Exercise directions:
Reproduce the entries exactly and omit the pictures.

Data in this exercise:
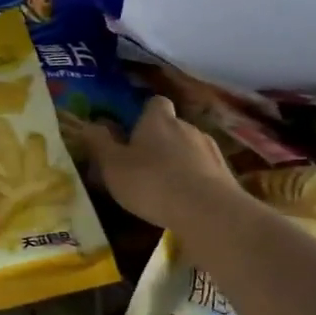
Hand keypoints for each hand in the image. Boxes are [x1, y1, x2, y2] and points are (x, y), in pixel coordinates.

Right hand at [81, 95, 238, 230]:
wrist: (207, 211)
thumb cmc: (151, 183)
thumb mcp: (113, 166)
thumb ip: (100, 144)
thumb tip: (89, 124)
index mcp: (158, 121)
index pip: (155, 103)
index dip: (145, 115)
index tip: (134, 132)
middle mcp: (187, 127)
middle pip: (172, 127)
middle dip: (160, 141)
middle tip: (143, 166)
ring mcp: (210, 150)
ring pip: (190, 149)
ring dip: (179, 162)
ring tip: (165, 188)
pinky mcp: (225, 174)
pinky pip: (204, 171)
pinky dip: (195, 181)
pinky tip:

Exercise output:
Hand keypoints for each hand in the image. Boxes are [x1, y1, x2, y2] and points are (x, y), in pixel coordinates.

Right hand at [81, 95, 238, 230]:
wrist: (207, 211)
thumb cmc: (151, 183)
thumb mcp: (113, 166)
thumb ip: (100, 144)
thumb tip: (89, 124)
index mcp: (158, 121)
index pip: (155, 103)
index dip: (145, 115)
index tip: (134, 132)
middle mcp: (187, 127)
middle pip: (172, 127)
middle dip: (160, 141)
middle tip: (143, 166)
ring mcp: (210, 150)
ring pip: (190, 149)
ring dip: (179, 162)
ring tip: (165, 188)
pinky mcp: (225, 174)
pinky pip: (204, 171)
pinky dip: (195, 181)
pinky tip:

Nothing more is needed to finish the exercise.